I don’t want to miss out on any warm & fuzzy Halloween feelings this year. Therefore, to help delineate a nostalgic childhood fear, I shall begin with a story. I’ve said it before and I’ll say it again, there’s a certain magic in thinking about the things that scared you the most as a child.
Eight o’clock at night, a thin young man on a motorcycle flashed his headlight when he saw a girl walking down Froxmer Street in Northern England. She was wearing a pale blue coat and white high-heeled shoes; she was on her way to a dance, and I’m sure she looked pretty. At the young man’s signal, a 21-year-old woman with bleached hair slowed down her van and asked the girl in the pale blue coat if she would please come with her to Saddleworth Moor. The girl got in the van, not knowing that the man on the motorcycle was following them. As she was lying on the moor, bleeding to death from her throat, I imagine she wanted more than anything to be at that dance.
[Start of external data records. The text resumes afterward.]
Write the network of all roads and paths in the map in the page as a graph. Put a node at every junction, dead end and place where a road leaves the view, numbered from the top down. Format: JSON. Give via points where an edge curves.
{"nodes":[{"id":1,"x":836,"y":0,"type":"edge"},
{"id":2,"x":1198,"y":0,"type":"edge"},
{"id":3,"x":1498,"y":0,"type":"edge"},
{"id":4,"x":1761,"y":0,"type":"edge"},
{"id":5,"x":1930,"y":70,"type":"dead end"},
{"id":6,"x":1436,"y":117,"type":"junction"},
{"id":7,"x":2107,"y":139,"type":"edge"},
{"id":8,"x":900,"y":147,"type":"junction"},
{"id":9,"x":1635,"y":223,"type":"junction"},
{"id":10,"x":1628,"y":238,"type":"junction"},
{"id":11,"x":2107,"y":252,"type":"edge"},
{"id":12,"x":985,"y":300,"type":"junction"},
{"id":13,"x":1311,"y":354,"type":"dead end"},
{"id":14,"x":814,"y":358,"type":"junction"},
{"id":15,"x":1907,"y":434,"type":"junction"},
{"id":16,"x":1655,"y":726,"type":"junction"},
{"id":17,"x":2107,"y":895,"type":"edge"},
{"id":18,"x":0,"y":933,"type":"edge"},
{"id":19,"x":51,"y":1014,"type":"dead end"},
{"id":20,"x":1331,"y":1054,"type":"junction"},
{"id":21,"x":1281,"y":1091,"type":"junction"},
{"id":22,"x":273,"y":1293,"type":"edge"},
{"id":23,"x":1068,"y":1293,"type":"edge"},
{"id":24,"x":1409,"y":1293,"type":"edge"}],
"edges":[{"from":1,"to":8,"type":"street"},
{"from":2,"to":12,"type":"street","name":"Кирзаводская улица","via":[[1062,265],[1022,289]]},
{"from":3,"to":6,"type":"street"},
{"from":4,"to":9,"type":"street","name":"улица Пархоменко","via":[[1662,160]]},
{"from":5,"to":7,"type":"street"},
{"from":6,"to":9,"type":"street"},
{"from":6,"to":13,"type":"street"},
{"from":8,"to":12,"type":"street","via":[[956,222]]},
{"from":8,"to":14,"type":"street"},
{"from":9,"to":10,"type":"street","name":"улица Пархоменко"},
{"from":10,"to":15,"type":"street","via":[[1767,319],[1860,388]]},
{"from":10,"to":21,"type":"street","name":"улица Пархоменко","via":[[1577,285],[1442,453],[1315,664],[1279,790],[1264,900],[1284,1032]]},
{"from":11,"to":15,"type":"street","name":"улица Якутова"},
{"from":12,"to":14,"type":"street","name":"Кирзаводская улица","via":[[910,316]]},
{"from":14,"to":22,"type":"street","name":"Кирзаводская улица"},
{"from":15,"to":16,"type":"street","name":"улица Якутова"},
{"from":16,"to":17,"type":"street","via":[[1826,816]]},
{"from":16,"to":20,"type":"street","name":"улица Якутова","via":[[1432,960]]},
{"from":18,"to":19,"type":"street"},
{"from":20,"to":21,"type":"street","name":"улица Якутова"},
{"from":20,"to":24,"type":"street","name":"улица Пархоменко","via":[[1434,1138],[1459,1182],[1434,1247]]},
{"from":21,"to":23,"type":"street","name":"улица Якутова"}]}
I was always told, specifically, not to get in a car with a stranger if he or she asked me to help look for a glove. I didn’t know why, but that’s what I was told. As far as missing items go, “missing glove” has a nice ring to it, especially if the glove is described as “expensive.” The image of an expensive glove evokes a fairytale feeling; the glove must surely be exquisite and feminine, a delicate garment that Cinderella would have worn to the ball. If a girl in a pale blue coat is walking to a dance at 8:00 p.m., asking her to help search for an expensive missing glove on Saddleworth Moor is a nice idea. Something about an expensive missing glove on Saddleworth Moor sounds romantic, but the desire to “commit the perfect murder” is only romantic to the criminal.
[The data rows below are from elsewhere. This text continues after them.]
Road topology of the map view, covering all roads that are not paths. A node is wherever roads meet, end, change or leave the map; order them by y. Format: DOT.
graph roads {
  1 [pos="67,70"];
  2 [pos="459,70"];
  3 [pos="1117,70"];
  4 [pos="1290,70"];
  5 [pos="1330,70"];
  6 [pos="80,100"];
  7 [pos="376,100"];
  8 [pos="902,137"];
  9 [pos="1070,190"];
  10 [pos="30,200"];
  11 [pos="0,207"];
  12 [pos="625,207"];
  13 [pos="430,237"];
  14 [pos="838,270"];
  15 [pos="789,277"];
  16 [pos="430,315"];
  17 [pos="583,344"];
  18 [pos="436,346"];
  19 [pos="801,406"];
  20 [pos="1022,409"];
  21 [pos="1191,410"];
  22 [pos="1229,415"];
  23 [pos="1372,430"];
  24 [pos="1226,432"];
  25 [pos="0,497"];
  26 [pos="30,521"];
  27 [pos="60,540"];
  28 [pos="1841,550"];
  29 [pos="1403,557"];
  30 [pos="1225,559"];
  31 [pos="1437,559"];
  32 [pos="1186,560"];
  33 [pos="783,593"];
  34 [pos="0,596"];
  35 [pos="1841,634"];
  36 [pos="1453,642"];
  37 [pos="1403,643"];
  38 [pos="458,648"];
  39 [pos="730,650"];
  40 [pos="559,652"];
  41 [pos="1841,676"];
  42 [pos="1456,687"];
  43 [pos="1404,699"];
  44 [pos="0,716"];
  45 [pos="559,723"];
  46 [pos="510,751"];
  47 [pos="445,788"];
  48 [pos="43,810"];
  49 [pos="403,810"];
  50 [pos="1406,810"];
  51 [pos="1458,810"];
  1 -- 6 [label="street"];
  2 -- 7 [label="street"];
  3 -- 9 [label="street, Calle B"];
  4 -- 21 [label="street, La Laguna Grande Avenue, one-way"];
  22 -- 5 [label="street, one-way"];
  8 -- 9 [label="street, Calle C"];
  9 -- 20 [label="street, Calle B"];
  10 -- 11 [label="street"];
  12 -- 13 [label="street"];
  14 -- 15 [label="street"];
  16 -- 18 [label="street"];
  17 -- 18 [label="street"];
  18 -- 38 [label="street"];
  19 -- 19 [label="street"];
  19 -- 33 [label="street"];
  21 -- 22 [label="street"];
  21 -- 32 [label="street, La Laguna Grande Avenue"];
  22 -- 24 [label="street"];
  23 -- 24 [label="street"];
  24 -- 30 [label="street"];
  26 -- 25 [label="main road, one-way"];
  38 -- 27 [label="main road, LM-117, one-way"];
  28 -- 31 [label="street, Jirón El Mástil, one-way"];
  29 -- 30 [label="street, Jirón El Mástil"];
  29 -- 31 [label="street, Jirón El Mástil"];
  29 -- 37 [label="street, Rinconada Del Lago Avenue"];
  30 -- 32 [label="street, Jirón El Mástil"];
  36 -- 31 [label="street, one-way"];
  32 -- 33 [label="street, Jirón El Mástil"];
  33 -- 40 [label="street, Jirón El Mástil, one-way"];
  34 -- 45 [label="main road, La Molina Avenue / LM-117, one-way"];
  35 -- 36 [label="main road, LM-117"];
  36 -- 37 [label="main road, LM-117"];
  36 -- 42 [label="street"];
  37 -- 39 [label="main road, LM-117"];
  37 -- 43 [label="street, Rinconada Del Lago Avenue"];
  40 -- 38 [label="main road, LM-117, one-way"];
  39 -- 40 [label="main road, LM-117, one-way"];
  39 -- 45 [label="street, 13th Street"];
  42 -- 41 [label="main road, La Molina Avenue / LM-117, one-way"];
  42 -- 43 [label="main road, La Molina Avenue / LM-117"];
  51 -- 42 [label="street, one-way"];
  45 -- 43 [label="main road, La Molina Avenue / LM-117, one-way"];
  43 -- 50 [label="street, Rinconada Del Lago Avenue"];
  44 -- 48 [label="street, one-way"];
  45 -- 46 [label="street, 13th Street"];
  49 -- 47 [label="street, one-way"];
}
The kidnappings, sexual assaults, and brutal murders carried out by Ian Brady and Myra Hindley between 1963 and 1965 were so evil and disturbing that their residence at 16 Wardle Brook Avenue was demolished.
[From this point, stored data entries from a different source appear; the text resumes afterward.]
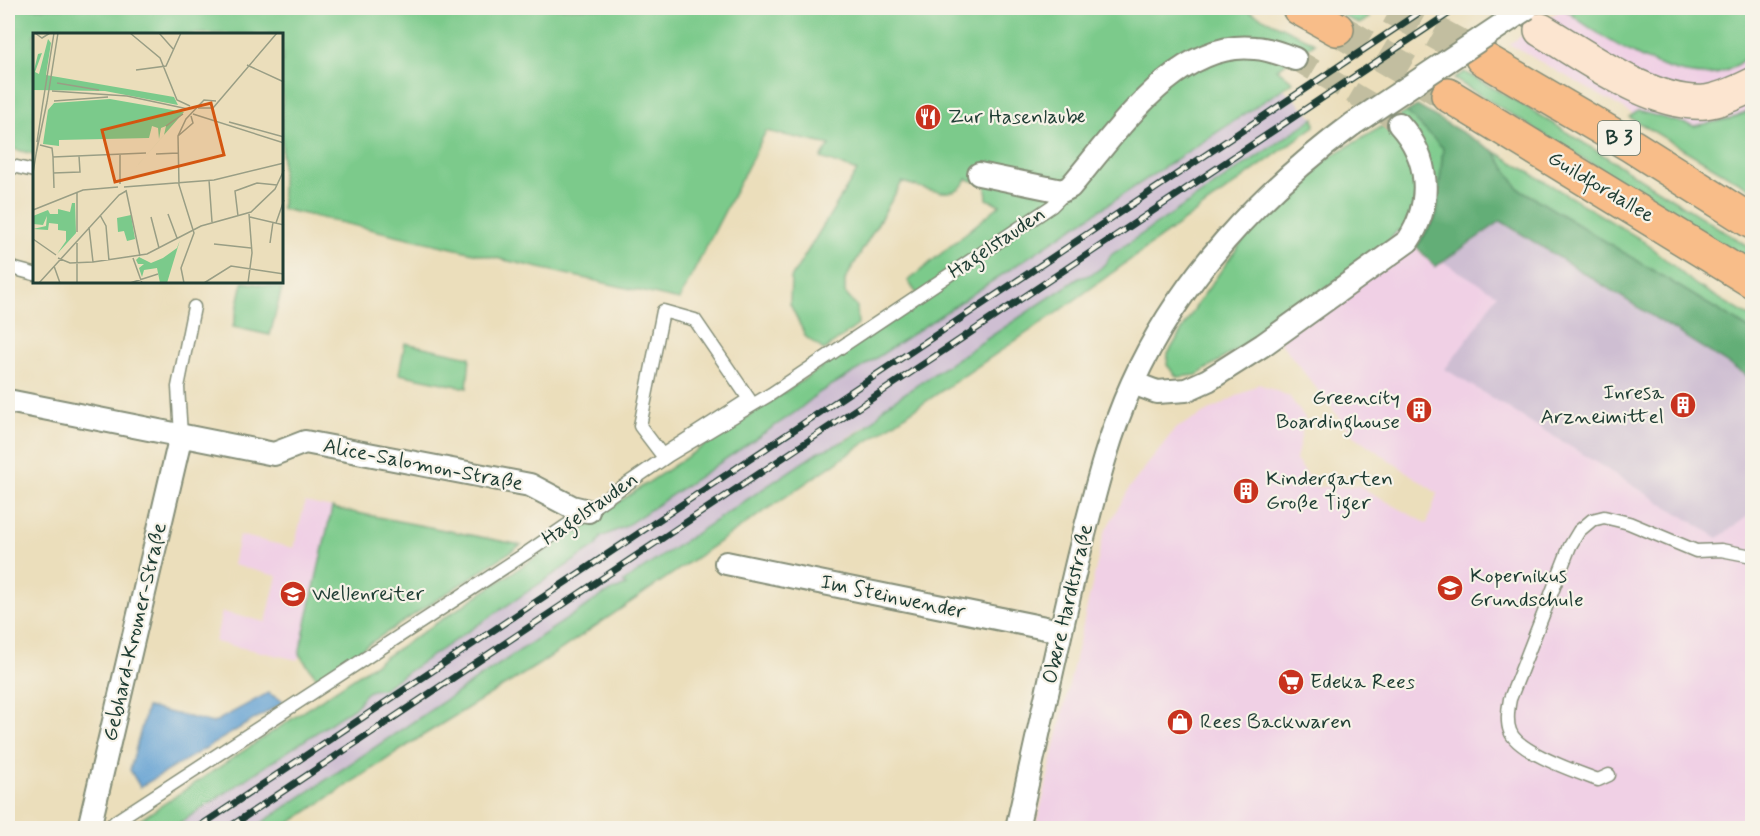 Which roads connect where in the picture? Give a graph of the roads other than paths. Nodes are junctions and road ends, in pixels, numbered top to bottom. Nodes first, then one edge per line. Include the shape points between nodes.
1 (1299, 8) edge
2 (1534, 19) edge
3 (1337, 29) tunnel mouth
4 (1295, 58) tunnel mouth
5 (1482, 58) tunnel mouth
6 (1752, 85) edge
7 (1448, 95) tunnel mouth
8 (1399, 124) tunnel mouth
9 (8, 165) edge
10 (33, 171) edge
11 (980, 174) dead end
12 (1070, 187) junction
13 (1752, 222) edge
14 (8, 267) edge
15 (33, 274) edge
16 (1752, 281) edge
17 (194, 307) dead end
18 (1132, 383) junction
19 (8, 401) edge
20 (640, 426) joint
21 (181, 435) junction
22 (588, 511) junction
23 (1752, 556) edge
24 (726, 563) dead end
25 (1060, 631) junction
26 (1609, 775) dead end
27 (89, 828) edge
28 (108, 828) edge
29 (1017, 828) edge

1 - 3 highway
2 - 6 street via 1644,89 1678,101 1706,102
2 - 18 street, Obere Hardtstraße, bridge via 1353,124 1311,155 1233,231 1184,294
4 - 12 street, Hagelstauden via 1253,47 1226,50 1197,60 1166,78
5 - 13 highway, B 3
7 - 16 highway, Guildfordallee / B 3
8 - 18 street via 1417,151 1425,185 1418,226 1408,242 1208,380 1186,390 1157,392
9 - 10 lane
11 - 12 street, Hagelstauden via 1048,189 1062,191
12 - 22 lane, Hagelstauden via 1052,206
14 - 15 lane
17 - 21 lane via 178,387
18 - 25 street, Obere Hardtstraße via 1099,477
19 - 21 street, Alice-Salomon-Straße
20 - 20 lane via 663,311 695,320 749,399 662,455
21 - 22 street, Alice-Salomon-Straße via 274,454 305,442 530,485
21 - 27 street, Gebhard-Kromer-Straße
22 - 28 lane, Hagelstauden
23 - 26 lane via 1696,550 1604,517 1592,520 1579,531 1510,699 1510,732 1521,746 1598,780
24 - 25 street, Im Steinwender
25 - 29 street, Obere Hardtstraße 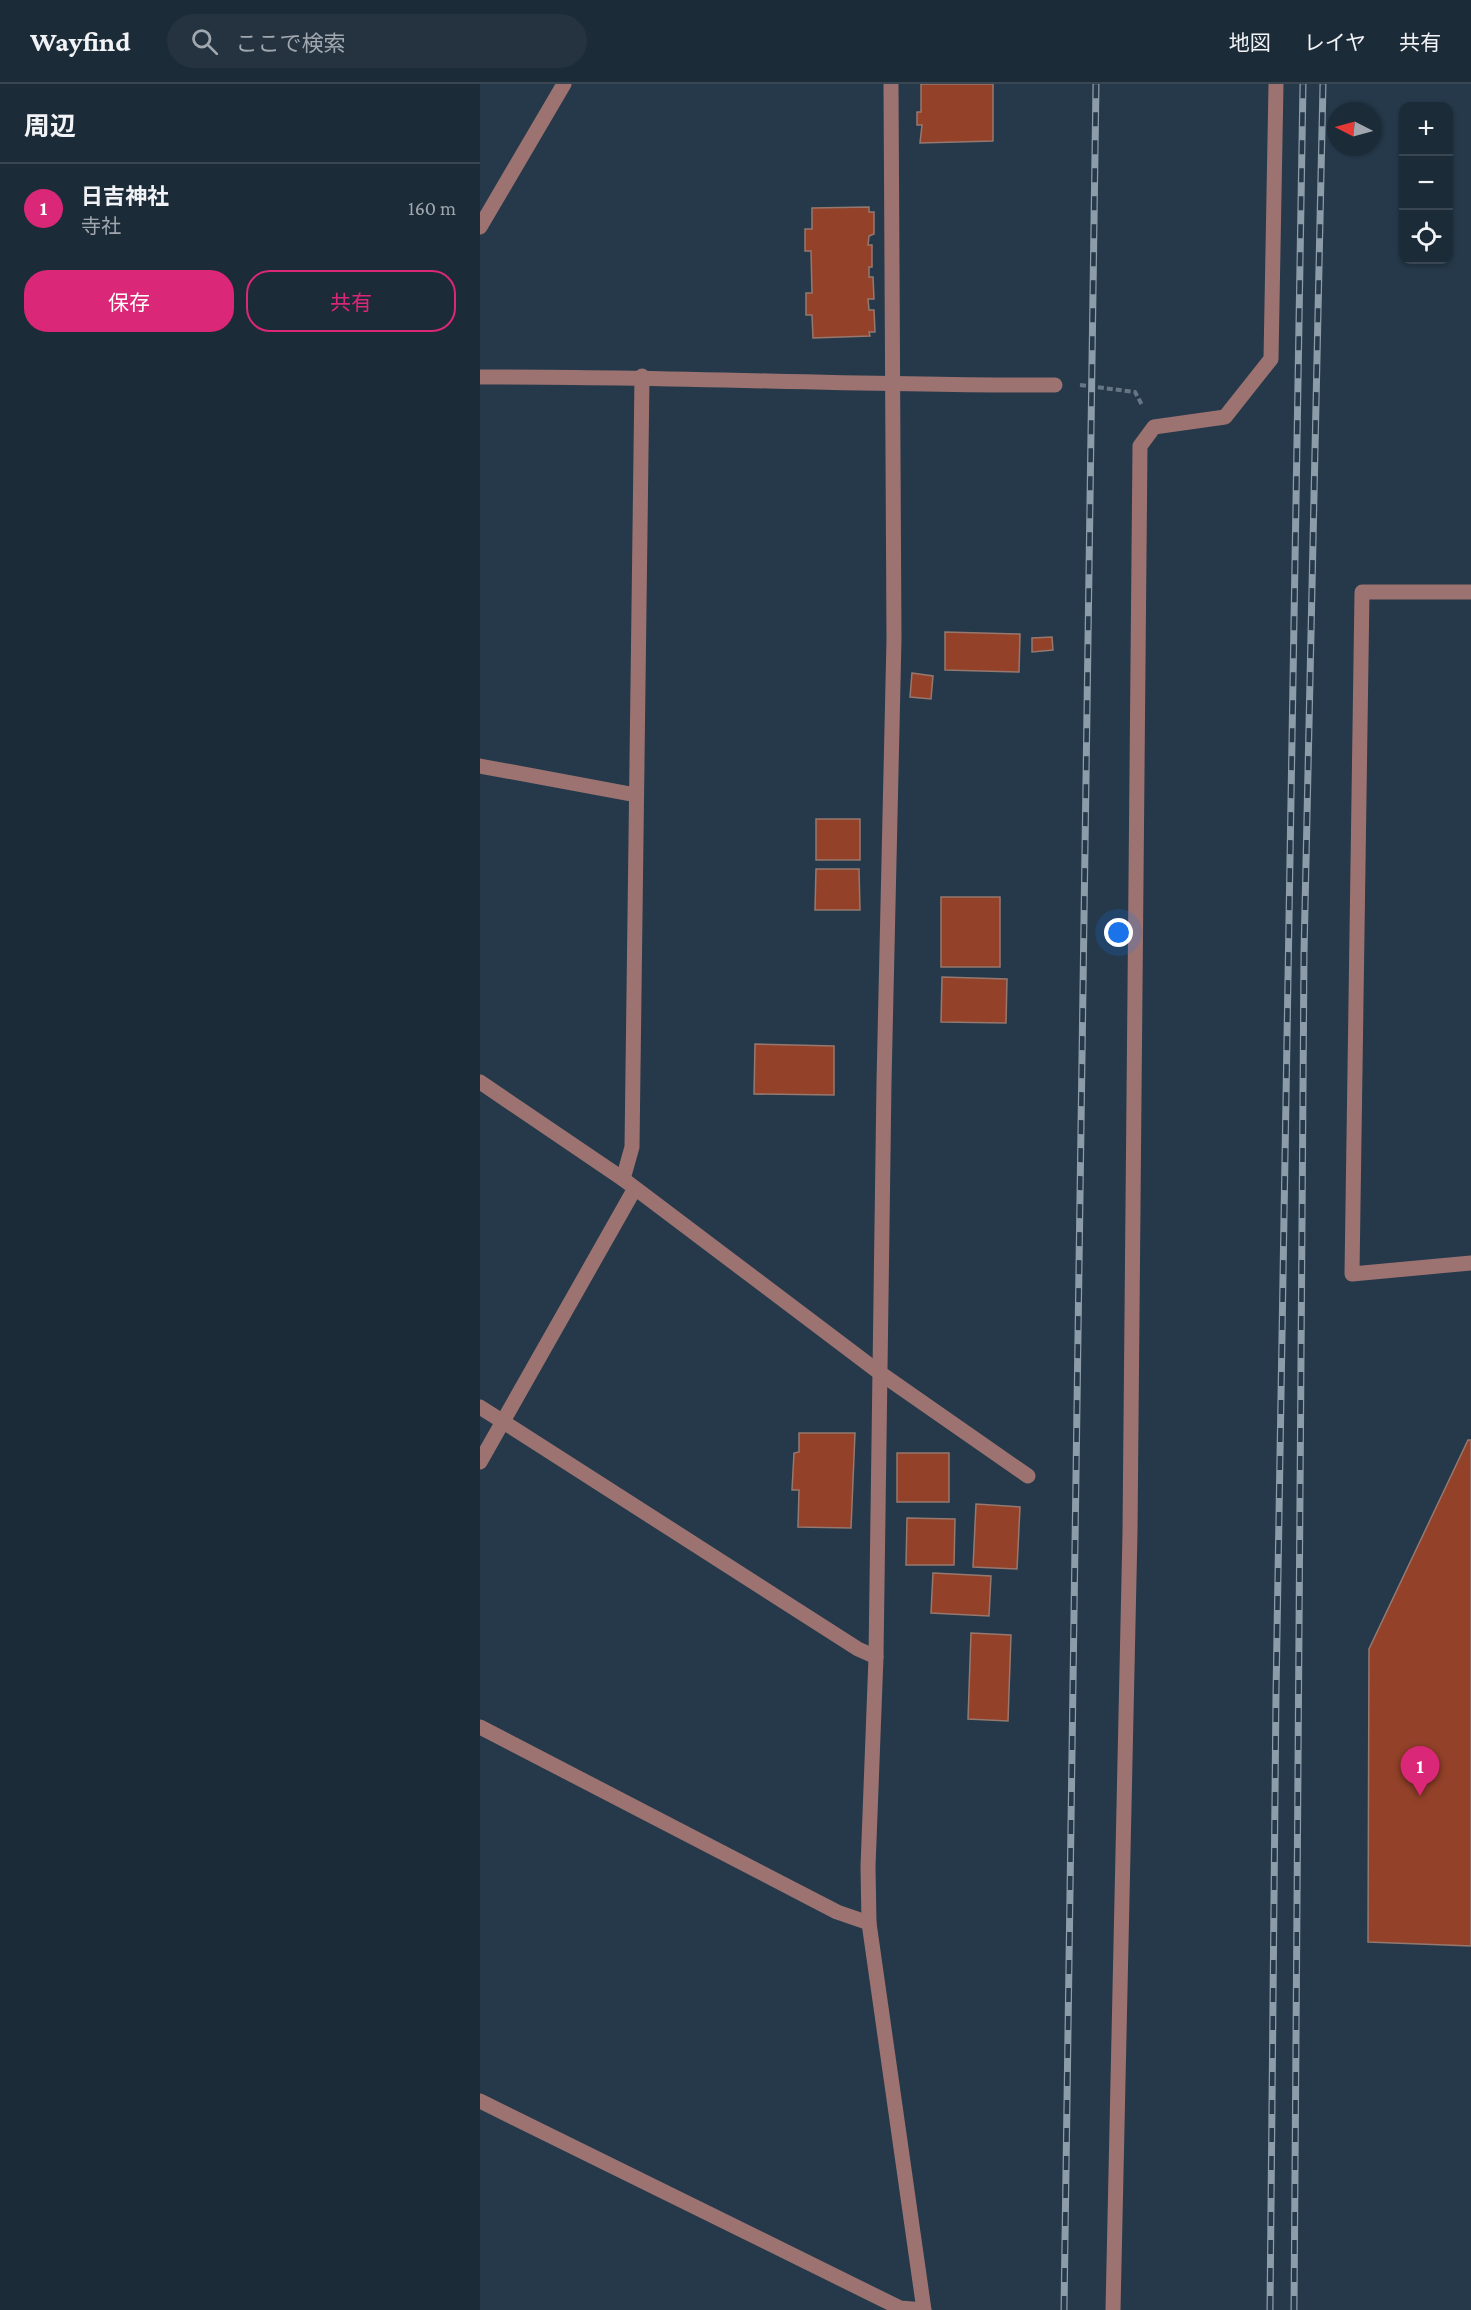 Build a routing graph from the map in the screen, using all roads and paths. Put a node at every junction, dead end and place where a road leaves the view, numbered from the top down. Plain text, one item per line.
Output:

The thought of someone (or someones) watching from a distance, calculating an abduction, is supremely creepy and sinister. Brady and Hindley once searched for a potential victim on a fairground; after spotting a particular little girl, they stood by and waited to see if she was by herself. “Premeditated” is one of the darkest words.
Dangerous women can seem so much spookier than dangerous men. I always felt this way, even though men are usually of a more threatening stature. Dangerous women have more of a poisonous quality about them. Myra Hindley’s very image is considered by some to be “synonymous with the idea of feminine evil,” which I did not know until I read about the Moors Murders when I was fourteen. As a child, my natural fear of eerie women deeply connected me with the 1977 cartoon The Rescuers. The villain is a manic pawnshop owner named Medusa who abducted an orphan girl by luring her into a car. She was an especially frightening villain to me because of how real the situation felt. As a little girl, putting myself in Penny’s shoes was uncomfortably easy, which is why my memory of watching this movie is so vivid. Medusa’s intentions for the little girl were not quite as evil as most kidnappers’; I mean, all she did was force Penny to crawl through a treacherous cave to snatch a diamond for her pawnshop! But still, the thought of being trapped on a riverboat in a place called Devil’s Bayou with a deranged lady who wears fake eyelashes always gave me a grim feeling in my gut.
To conclude, here’s a visual summary of the fabulous Medusa:
The woman was not necessarily a rapist or a murderer, but goddammit she wanted that Devil’s Eye diamond and was a bit of a snappy lunatic bitch about it…
As a girl who has always treasured her teddy bear above all things else, Medusa terrified me with her threats directed at Penny’s teddy…
Medusa’s villainous persona is enhanced by her road rage, and goddammit, she knew how to rock that purple coat…
Medusa cuddles with pet alligators? What the fuck kind of batshit crazy bitch is this?
Oh, and I want that purple couch.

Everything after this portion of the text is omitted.